I hope the answers to these questions prove to be helpful as you begin or continue your journey to an organized life.
Why is it important to be organized?
Organized people are able to find the things they need when they need them—and finding what you need when you need it is what ‘being organized’ is all about. Being organized saves you time, money, and stress. By being organized, one is able to put lost time back in their day, money back in their wallets, and live life with less stress and frustration overall.
How do I get organized if I don’t have the time?
You have to MAKE the time. If you didn’t make the time to get your car an oil change would it work well? If you didn’t make the time to exercise and cook healthy meals would your body be able to maintain an active lifestyle? If you don’t set aside the time to ‘get organized,’ your household as well as your life will not function to it’s fullest capacity.
Start by making a fifteen-minute appointment with yourself at a time of day when you are most energetic. Mark it in a calendar and stick to it. You don’t need to devote eight hours on a Sunday to getting organized—you’d be amazed at how much you can get done by spending fifteen minutes in ‘organizing mode.’
Where do I begin?
I’m always asked this question and the person asking it usually has a look of panic on their face! I always recommend to people that they take inventory of their organizing needs and select an area that is driving them crazy or making their life difficult. For a small business owner, it may be their filing system. For a stay-at-home mom, it may be the playroom or the kitchen.
Break the task down into small, manageable tasks. For instance, if it’s your kitchen that’s disorganized, start by going through the silverware drawer. After you’ve tackled the drawer, you’re done with organizing for the day unless you choose to move on to another small section of the kitchen such as the sippy cup collection or the spice rack.

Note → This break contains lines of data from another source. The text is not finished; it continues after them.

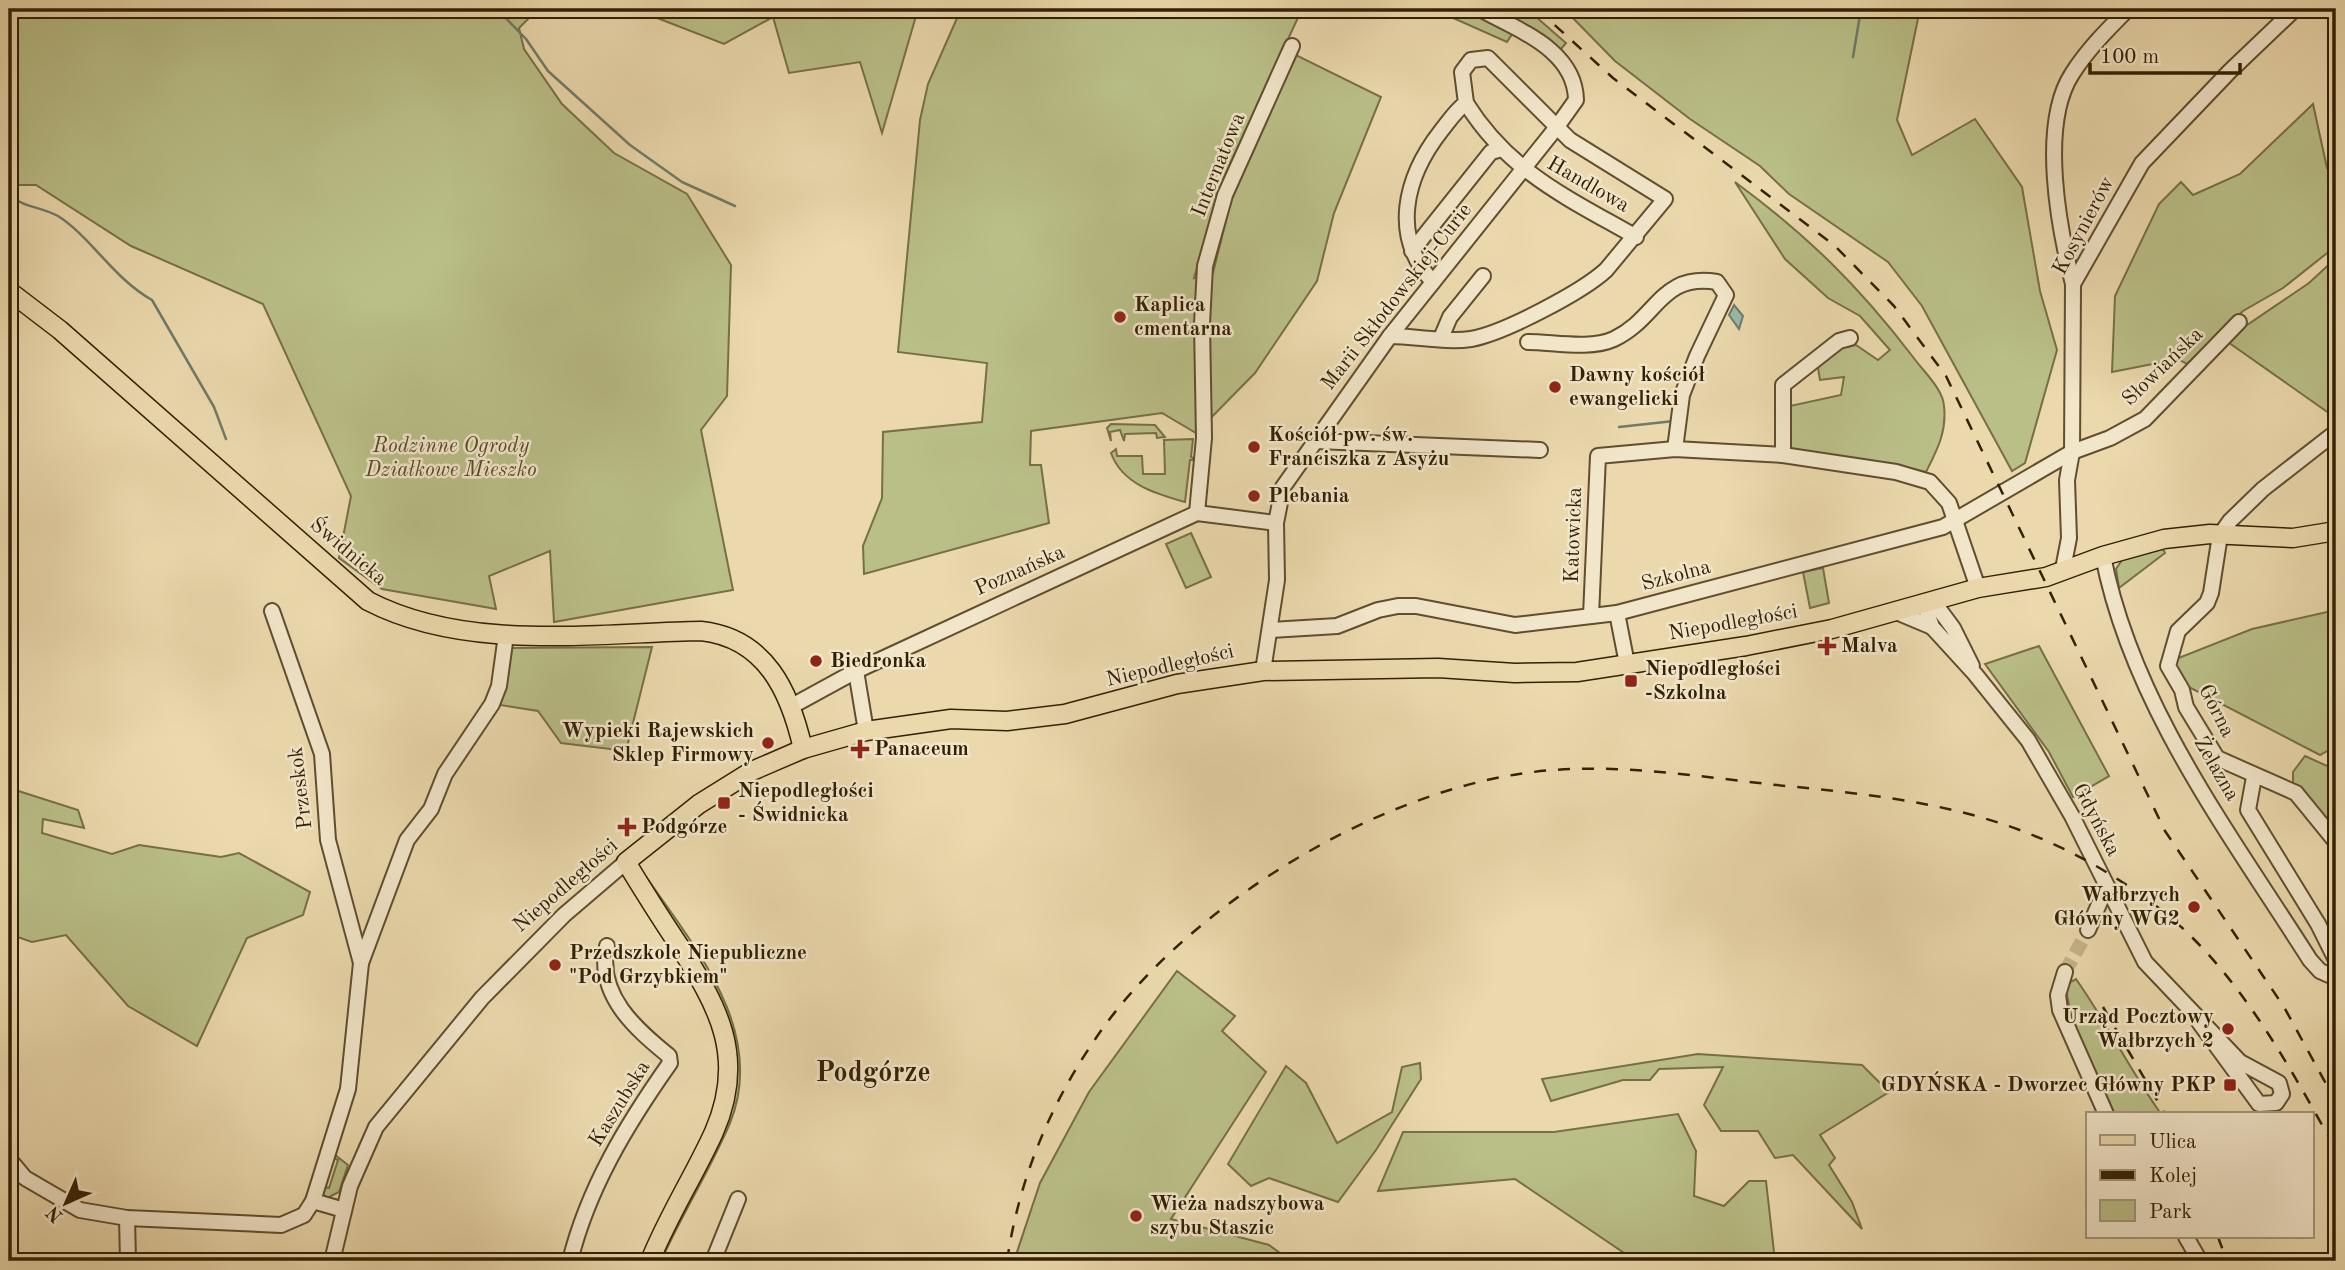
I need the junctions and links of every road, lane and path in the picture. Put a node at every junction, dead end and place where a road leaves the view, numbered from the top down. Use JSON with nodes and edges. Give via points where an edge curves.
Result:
{"nodes":[{"id":1,"x":1480,"y":9,"type":"edge"},
{"id":2,"x":2128,"y":9,"type":"edge"},
{"id":3,"x":2295,"y":9,"type":"edge"},
{"id":4,"x":1292,"y":46,"type":"dead end"},
{"id":5,"x":1466,"y":103,"type":"junction"},
{"id":6,"x":1556,"y":128,"type":"junction"},
{"id":7,"x":1502,"y":149,"type":"junction"},
{"id":8,"x":1523,"y":169,"type":"junction"},
{"id":9,"x":1636,"y":237,"type":"junction"},
{"id":10,"x":1412,"y":251,"type":"junction"},
{"id":11,"x":1483,"y":276,"type":"dead end"},
{"id":12,"x":1433,"y":282,"type":"junction"},
{"id":13,"x":2073,"y":284,"type":"junction"},
{"id":14,"x":9,"y":291,"type":"edge"},
{"id":15,"x":2239,"y":322,"type":"dead end"},
{"id":16,"x":1390,"y":336,"type":"junction"},
{"id":17,"x":1441,"y":338,"type":"junction"},
{"id":18,"x":1850,"y":338,"type":"dead end"},
{"id":19,"x":1528,"y":342,"type":"dead end"},
{"id":20,"x":2336,"y":432,"type":"edge"},
{"id":21,"x":1316,"y":441,"type":"junction"},
{"id":22,"x":1675,"y":449,"type":"junction"},
{"id":23,"x":1540,"y":450,"type":"dead end"},
{"id":24,"x":2072,"y":452,"type":"junction"},
{"id":25,"x":1783,"y":455,"type":"junction"},
{"id":26,"x":1197,"y":513,"type":"junction"},
{"id":27,"x":1957,"y":521,"type":"junction"},
{"id":28,"x":1276,"y":523,"type":"junction"},
{"id":29,"x":2336,"y":531,"type":"edge"},
{"id":30,"x":2220,"y":535,"type":"junction"},
{"id":31,"x":2103,"y":555,"type":"junction"},
{"id":32,"x":2063,"y":569,"type":"junction"},
{"id":33,"x":1969,"y":591,"type":"junction"},
{"id":34,"x":1928,"y":602,"type":"junction"},
{"id":35,"x":272,"y":611,"type":"dead end"},
{"id":36,"x":1894,"y":611,"type":"junction"},
{"id":37,"x":1617,"y":613,"type":"junction"},
{"id":38,"x":1591,"y":616,"type":"junction"},
{"id":39,"x":1932,"y":627,"type":"junction"},
{"id":40,"x":1952,"y":628,"type":"junction"},
{"id":41,"x":1271,"y":630,"type":"junction"},
{"id":42,"x":506,"y":635,"type":"junction"},
{"id":43,"x":1627,"y":664,"type":"junction"},
{"id":44,"x":856,"y":671,"type":"junction"},
{"id":45,"x":1264,"y":671,"type":"junction"},
{"id":46,"x":1975,"y":674,"type":"junction"},
{"id":47,"x":792,"y":706,"type":"junction"},
{"id":48,"x":866,"y":731,"type":"junction"},
{"id":49,"x":803,"y":749,"type":"junction"},
{"id":50,"x":2254,"y":776,"type":"junction"},
{"id":51,"x":2336,"y":842,"type":"edge"},
{"id":52,"x":626,"y":862,"type":"junction"},
{"id":53,"x":2108,"y":889,"type":"junction"},
{"id":54,"x":2088,"y":930,"type":"tunnel mouth"},
{"id":55,"x":607,"y":946,"type":"dead end"},
{"id":56,"x":2336,"y":960,"type":"edge"},
{"id":57,"x":361,"y":963,"type":"junction"},
{"id":58,"x":2065,"y":972,"type":"tunnel mouth"},
{"id":59,"x":2336,"y":978,"type":"edge"},
{"id":60,"x":2199,"y":1022,"type":"junction"},
{"id":61,"x":2105,"y":1112,"type":"edge"},
{"id":62,"x":9,"y":1159,"type":"edge"},
{"id":63,"x":738,"y":1199,"type":"dead end"},
{"id":64,"x":313,"y":1201,"type":"junction"},
{"id":65,"x":344,"y":1210,"type":"junction"},
{"id":66,"x":127,"y":1218,"type":"junction"},
{"id":67,"x":2187,"y":1238,"type":"edge"},
{"id":68,"x":128,"y":1261,"type":"edge"},
{"id":69,"x":332,"y":1261,"type":"edge"},
{"id":70,"x":570,"y":1261,"type":"edge"},
{"id":71,"x":650,"y":1261,"type":"edge"},
{"id":72,"x":713,"y":1261,"type":"edge"},
{"id":73,"x":2200,"y":1261,"type":"edge"}],
"edges":[{"from":1,"to":6,"type":"street","name":"Marii Skłodowskiej-Curie","via":[[1517,28],[1566,65],[1576,100]]},
{"from":2,"to":13,"type":"street","via":[[2071,75],[2059,114],[2054,183]]},
{"from":3,"to":13,"type":"street","name":"Kosynierów","via":[[2142,163]]},
{"from":4,"to":26,"type":"street","name":"Internatowa","via":[[1225,195],[1205,266],[1204,438]]},
{"from":5,"to":6,"type":"street","via":[[1464,65],[1483,57],[1504,72]]},
{"from":5,"to":7,"type":"street","name":"Handlowa"},
{"from":5,"to":10,"type":"street","via":[[1431,143],[1411,185],[1405,210]]},
{"from":6,"to":8,"type":"street","name":"Marii Skłodowskiej-Curie"},
{"from":6,"to":9,"type":"street","via":[[1665,199]]},
{"from":7,"to":8,"type":"street","name":"Handlowa"},
{"from":7,"to":10,"type":"street","via":[[1492,152]]},
{"from":8,"to":9,"type":"street","name":"Handlowa","via":[[1541,184]]},
{"from":8,"to":12,"type":"street","name":"Marii Skłodowskiej-Curie"},
{"from":9,"to":17,"type":"street","via":[[1595,280],[1558,302],[1472,339]]},
{"from":10,"to":12,"type":"street"},
{"from":11,"to":17,"type":"street","via":[[1450,317]]},
{"from":12,"to":16,"type":"street","name":"Marii Skłodowskiej-Curie"},
{"from":13,"to":24,"type":"street","name":"Kosynierów"},
{"from":14,"to":42,"type":"main road","name":"Świdnicka","via":[[68,337],[368,601],[425,625]]},
{"from":15,"to":24,"type":"street","name":"Słowiańska","via":[[2144,419]]},
{"from":16,"to":17,"type":"street"},
{"from":16,"to":21,"type":"street","name":"Marii Skłodowskiej-Curie"},
{"from":18,"to":25,"type":"street","via":[[1839,341],[1783,384]]},
{"from":19,"to":22,"type":"street","via":[[1598,344],[1612,340],[1678,284],[1717,282],[1727,295],[1682,395]]},
{"from":20,"to":30,"type":"street","via":[[2263,489]]},
{"from":21,"to":23,"type":"street"},
{"from":21,"to":28,"type":"street","name":"Marii Skłodowskiej-Curie","via":[[1283,487]]},
{"from":22,"to":25,"type":"street"},
{"from":22,"to":38,"type":"street","name":"Katowicka","via":[[1598,456]]},
{"from":24,"to":27,"type":"street","name":"Szkolna"},
{"from":24,"to":32,"type":"street","name":"Kosynierów","via":[[2067,480],[2069,538]]},
{"from":25,"to":27,"type":"street","via":[[1896,472],[1930,482],[1950,503]]},
{"from":26,"to":28,"type":"street"},
{"from":26,"to":44,"type":"street","name":"Poznańska"},
{"from":27,"to":33,"type":"street"},
{"from":27,"to":37,"type":"street","name":"Szkolna"},
{"from":28,"to":41,"type":"street","name":"Marii Skłodowskiej-Curie","via":[[1277,580]]},
{"from":29,"to":30,"type":"main road","name":"Niepodległości","via":[[2292,538]]},
{"from":30,"to":31,"type":"main road","name":"Niepodległości","via":[[2164,539]]},
{"from":30,"to":50,"type":"street","name":"Górna","via":[[2211,593],[2207,603],[2178,631],[2168,666],[2208,747],[2217,758]]},
{"from":31,"to":32,"type":"main road","name":"Niepodległości"},
{"from":31,"to":59,"type":"street","name":"Żelazna","via":[[2115,608],[2156,706],[2309,960]]},
{"from":32,"to":33,"type":"main road","name":"Niepodległości","via":[[2046,577]]},
{"from":33,"to":34,"type":"main road","name":"Niepodległości"},
{"from":33,"to":40,"type":"street","via":[[1953,606]]},
{"from":34,"to":36,"type":"main road","name":"Niepodległości"},
{"from":34,"to":39,"type":"street","name":"Gdyńska"},
{"from":34,"to":40,"type":"street","name":"Gdyńska"},
{"from":35,"to":57,"type":"street","name":"Przeskok","via":[[322,754],[328,840]]},
{"from":36,"to":39,"type":"street","name":"Gdyńska"},
{"from":36,"to":43,"type":"main road","name":"Niepodległości","via":[[1786,639]]},
{"from":37,"to":38,"type":"street","name":"Szkolna"},
{"from":37,"to":43,"type":"street"},
{"from":38,"to":41,"type":"street","name":"Szkolna","via":[[1515,625],[1398,606],[1336,626]]},
{"from":39,"to":46,"type":"street","name":"Gdyńska"},
{"from":40,"to":46,"type":"street","name":"Gdyńska"},
{"from":41,"to":45,"type":"street","name":"Marii Skłodowskiej-Curie"},
{"from":42,"to":47,"type":"main road","name":"Świdnicka","via":[[715,632],[754,651],[775,674]]},
{"from":42,"to":57,"type":"street","name":"Przeskok","via":[[492,704],[407,840]]},
{"from":43,"to":45,"type":"main road","name":"Niepodległości","via":[[1552,674],[1438,668]]},
{"from":44,"to":47,"type":"street","name":"Poznańska"},
{"from":44,"to":48,"type":"street"},
{"from":45,"to":48,"type":"main road","name":"Niepodległości","via":[[1177,684],[1065,714],[1007,721],[951,719]]},
{"from":46,"to":53,"type":"street","name":"Gdyńska","via":[[2028,740]]},
{"from":47,"to":49,"type":"main road","name":"Świdnicka"},
{"from":48,"to":49,"type":"main road","name":"Niepodległości"},
{"from":49,"to":52,"type":"main road","name":"Niepodległości","via":[[723,788]]},
{"from":50,"to":51,"type":"street","name":"Żelazna","via":[[2296,793]]},
{"from":50,"to":56,"type":"street","via":[[2248,810]]},
{"from":52,"to":65,"type":"street","name":"Niepodległości","via":[[564,915],[489,990],[389,1111],[362,1152]]},
{"from":52,"to":71,"type":"main road","via":[[711,997],[726,1035],[729,1065],[728,1090],[714,1131]]},
{"from":53,"to":54,"type":"street"},
{"from":53,"to":60,"type":"street","name":"Gdyńska","via":[[2144,962]]},
{"from":55,"to":70,"type":"street","name":"Kaszubska","via":[[604,959],[617,1002],[628,1021],[669,1056],[670,1063],[611,1155]]},
{"from":57,"to":64,"type":"street","name":"Przeskok","via":[[348,1089]]},
{"from":58,"to":61,"type":"street","via":[[2058,995],[2060,1010]]},
{"from":60,"to":60,"type":"street","name":"Gdyńska","via":[[2259,1104],[2276,1103],[2282,1094],[2279,1083],[2241,1062]]},
{"from":62,"to":66,"type":"street","via":[[25,1178],[80,1210]]},
{"from":63,"to":72,"type":"street"},
{"from":64,"to":65,"type":"street"},
{"from":64,"to":66,"type":"street","via":[[304,1215],[281,1225]]},
{"from":65,"to":69,"type":"street","name":"Niepodległości"},
{"from":66,"to":68,"type":"street"},
{"from":67,"to":73,"type":"street"}]}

Once I’m organized, how do I maintain it?
The most important thing you need to keep your home/home office organized is DESIRE—the desire to keep your space organized and the desire to put forth the effort to keep it as so. Realistic goals are also necessary when it comes to ‘staying organized.’ You cannot expect an overnight change–on average it takes 21 days to establish a habit. So, if you install a hook by the front door for your keys and you forget once in a while to hang them there, don’t beat yourself up over it—it will come naturally soon enough.
Be prepared–there will be some days where you won’t have the time or energy to organize even the smallest of spaces—that’s OK. Just do your best. I tell people that one of the most important things they can do when they lack the time or energy to organize is to just stay ‘on top of their lives.’ Putting dishes back in the cabinet after they’ve dried, dealing with your mail shortly after you walk through the door, straightening out the medicine cabinet while you’re brushing your teeth are all quick and easy ways to prevent disorganization from creeping back into a newly organized space.

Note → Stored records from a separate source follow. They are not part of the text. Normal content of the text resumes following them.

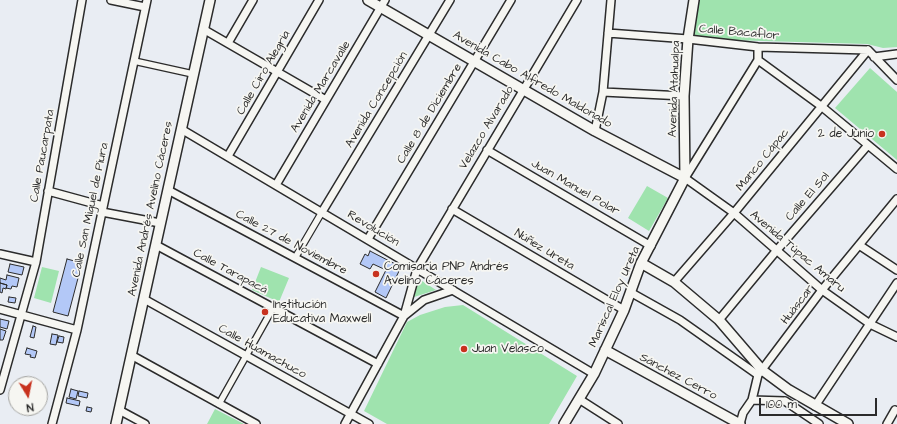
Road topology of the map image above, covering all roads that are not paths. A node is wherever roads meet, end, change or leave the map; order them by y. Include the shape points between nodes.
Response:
1 (82, 0) edge
2 (111, 0) edge
3 (210, 0) edge
4 (254, 0) edge
5 (319, 0) edge
6 (368, 0) edge
7 (450, 0) edge
8 (511, 0) edge
9 (578, 0) edge
10 (611, 0) edge
11 (694, 0) edge
12 (146, 3) edge
13 (383, 4) edge
14 (203, 29) junction
15 (608, 33) junction
16 (429, 35) junction
17 (688, 40) junction
18 (228, 43) junction
19 (758, 47) junction
20 (868, 50) junction
21 (897, 54) edge
22 (874, 57) junction
23 (758, 60) junction
24 (134, 61) junction
25 (474, 61) junction
26 (277, 71) junction
27 (193, 74) junction
28 (897, 80) edge
29 (523, 90) junction
30 (603, 92) junction
31 (684, 96) junction
32 (326, 100) junction
33 (822, 106) junction
34 (181, 129) junction
35 (595, 131) junction
36 (868, 145) junction
37 (487, 150) junction
38 (228, 156) junction
39 (897, 169) edge
40 (685, 178) junction
41 (276, 185) junction
42 (168, 190) junction
43 (48, 191) junction
44 (897, 199) edge
45 (102, 209) junction
46 (452, 209) junction
47 (322, 212) junction
48 (734, 213) junction
49 (160, 223) junction
50 (368, 239) junction
51 (156, 245) junction
52 (859, 245) junction
53 (651, 246) junction
54 (777, 250) junction
55 (0, 254) edge
56 (295, 258) junction
57 (36, 262) junction
58 (641, 263) junction
59 (417, 269) junction
60 (897, 270) edge
61 (674, 282) junction
62 (897, 283) edge
63 (453, 290) junction
64 (822, 290) junction
65 (630, 292) junction
66 (144, 299) junction
67 (273, 308) junction
68 (0, 309) edge
69 (624, 310) junction
70 (21, 315) junction
71 (404, 316) junction
72 (719, 320) junction
73 (870, 324) junction
74 (77, 330) junction
75 (897, 337) edge
76 (605, 350) junction
77 (131, 355) junction
78 (246, 356) junction
79 (378, 364) junction
80 (3, 368) edge
81 (760, 373) junction
82 (594, 374) junction
83 (0, 390) edge
84 (789, 390) junction
85 (580, 399) junction
86 (752, 400) junction
87 (785, 401) junction
88 (219, 404) junction
89 (815, 406) junction
90 (119, 410) junction
91 (894, 410) dead end
92 (351, 414) junction
93 (52, 424) edge
94 (116, 424) edge
95 (145, 424) edge
96 (256, 424) edge
97 (345, 424) edge
98 (369, 424) edge
99 (564, 424) edge
100 (618, 424) edge
101 (740, 424) edge
102 (819, 424) edge
103 (848, 424) edge
104 (887, 424) edge

1 - 43 street, Calle Paucarpata
2 - 12 street
3 - 14 street, Avenida Andrés Avelino Cáceres
4 - 18 street
5 - 26 street, Calle Ciro Alegria
6 - 13 street, Avenida Cabo Alfredo Maldonado
7 - 16 street, Avenida Concepción
8 - 25 street, Calle 8 de Diciembre
9 - 29 street, Velazco Alvarado
10 - 15 street
11 - 17 street, Avenida Atahualpa
12 - 24 street, Calle San Miguel de Piura
13 - 16 street, Avenida Cabo Alfredo Maldonado
13 - 32 street, Avenida Marcavalle
14 - 18 street
14 - 27 street, Avenida Andrés Avelino Cáceres
15 - 17 street, Calle Bacaflor
15 - 30 street
16 - 25 street, Avenida Cabo Alfredo Maldonado
16 - 47 street, Avenida Concepción
17 - 19 street, Calle Bacaflor
17 - 31 street, Avenida Atahualpa
18 - 26 street
19 - 20 street, Calle Bacaflor
19 - 23 street
20 - 22 street
20 - 33 street, Manco Cápac
21 - 22 street
22 - 28 street
23 - 33 street
23 - 40 street
24 - 27 street
24 - 45 street, Calle San Miguel de Piura
25 - 29 street, Avenida Cabo Alfredo Maldonado
25 - 50 street, Calle 8 de Diciembre
26 - 32 street
26 - 38 street, Calle Ciro Alegria
27 - 34 street, Avenida Andrés Avelino Cáceres
29 - 35 street, Avenida Cabo Alfredo Maldonado
29 - 37 street, Velazco Alvarado
30 - 31 street
30 - 35 street
31 - 40 street, Avenida Atahualpa
32 - 41 street, Avenida Marcavalle
33 - 36 street
33 - 48 street, Manco Cápac
34 - 38 street, Revolución
34 - 42 street, Avenida Andrés Avelino Cáceres
35 - 40 street, Avenida Cabo Alfredo Maldonado
36 - 39 street
36 - 54 street, Calle El Sol
37 - 46 street, Velazco Alvarado
37 - 53 street, Juan Manuel Polar
38 - 41 street, Revolución
40 - 48 street, Avenida Túpac Amaru
40 - 53 street, Mariscal Eloy Ureta
41 - 47 street, Revolución
42 - 49 street, Avenida Andrés Avelino Cáceres
42 - 56 street, Calle 27 de Noviembre
43 - 45 street
43 - 57 street, Calle Paucarpata
44 - 52 street, Huáscar
45 - 49 street
45 - 74 street, Calle San Miguel de Piura
46 - 59 street, Velazco Alvarado
46 - 69 street, Núñez Ureta
47 - 50 street, Revolución
47 - 56 street
48 - 54 street, Avenida Túpac Amaru
48 - 61 street, Manco Cápac
49 - 51 street, Avenida Andrés Avelino Cáceres
50 - 59 street, Revolución
51 - 66 street, Avenida Andrés Avelino Cáceres
51 - 67 street, Calle Tarapacá
52 - 60 street
52 - 64 street, Huáscar
53 - 58 street, Mariscal Eloy Ureta
54 - 64 street, Avenida Túpac Amaru
54 - 72 street, Calle El Sol
55 - 57 street
56 - 71 street, Calle 27 de Noviembre
57 - 70 street, Calle Paucarpata
58 - 61 street
58 - 65 street, Mariscal Eloy Ureta
59 - 63 street, Revolución
59 - 71 street, Velazco Alvarado
61 - 72 street
62 - 73 street
63 - 71 street via 424,300
63 - 82 street, Revolución
64 - 73 street, Avenida Túpac Amaru
64 - 81 street, Huáscar
65 - 69 street, Mariscal Eloy Ureta
65 - 81 street via 680,320
66 - 77 street, Avenida Andrés Avelino Cáceres
66 - 78 street, Calle Huamachuco
67 - 78 street
67 - 79 street, Calle Tarapacá
68 - 70 street
69 - 76 street, Mariscal Eloy Ureta
70 - 74 street
70 - 80 street, Calle Paucarpata
71 - 79 street
72 - 81 street
73 - 75 street, Avenida Túpac Amaru
73 - 89 street
74 - 93 street, Calle San Miguel de Piura
76 - 82 street, Mariscal Eloy Ureta
76 - 101 street, Sánchez Cerro
77 - 88 street
77 - 90 street, Avenida Andrés Avelino Cáceres
78 - 88 street
78 - 92 street, Calle Huamachuco
79 - 92 street
80 - 83 street, Calle Paucarpata
81 - 84 street
81 - 86 street
82 - 85 street, Mariscal Eloy Ureta
84 - 87 street
84 - 89 street
85 - 99 street, Mariscal Eloy Ureta
85 - 100 street
86 - 87 street
86 - 101 street via 743,413
87 - 102 street
88 - 96 street
89 - 103 street
90 - 94 street, Avenida Andrés Avelino Cáceres
90 - 95 street
91 - 104 street
92 - 97 street
92 - 98 street, Calle Huamachuco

National Association of Professional Organizers
What can a Professional Organizer do for me?
A Professional Organizer has the skills and experience to provide their clients with information, ideas, solutions and systems to increase productivity and reduce stress. By hiring a professional organizer you will not only be able to take advantage of their knowledge, and expertise, but you’ll be able to benefit from their non-judgemental physical and emotional support as well.
To find a Professional Organizer in your area, go to the website of the National Association of Professional Organizers and click on ‘Find an Organizer.’ It may be the first step on your journey to an organized life.
Do you have any other questions? Ask away!
Where I live, it’s kinda cold. And it’s the first day of Spring (insert frowny face here). As much as I’d love to start doing a little spring cleaning in my closet, I still need my polartec tops and flannel lined jeans. May have to start elsewhere this weekend…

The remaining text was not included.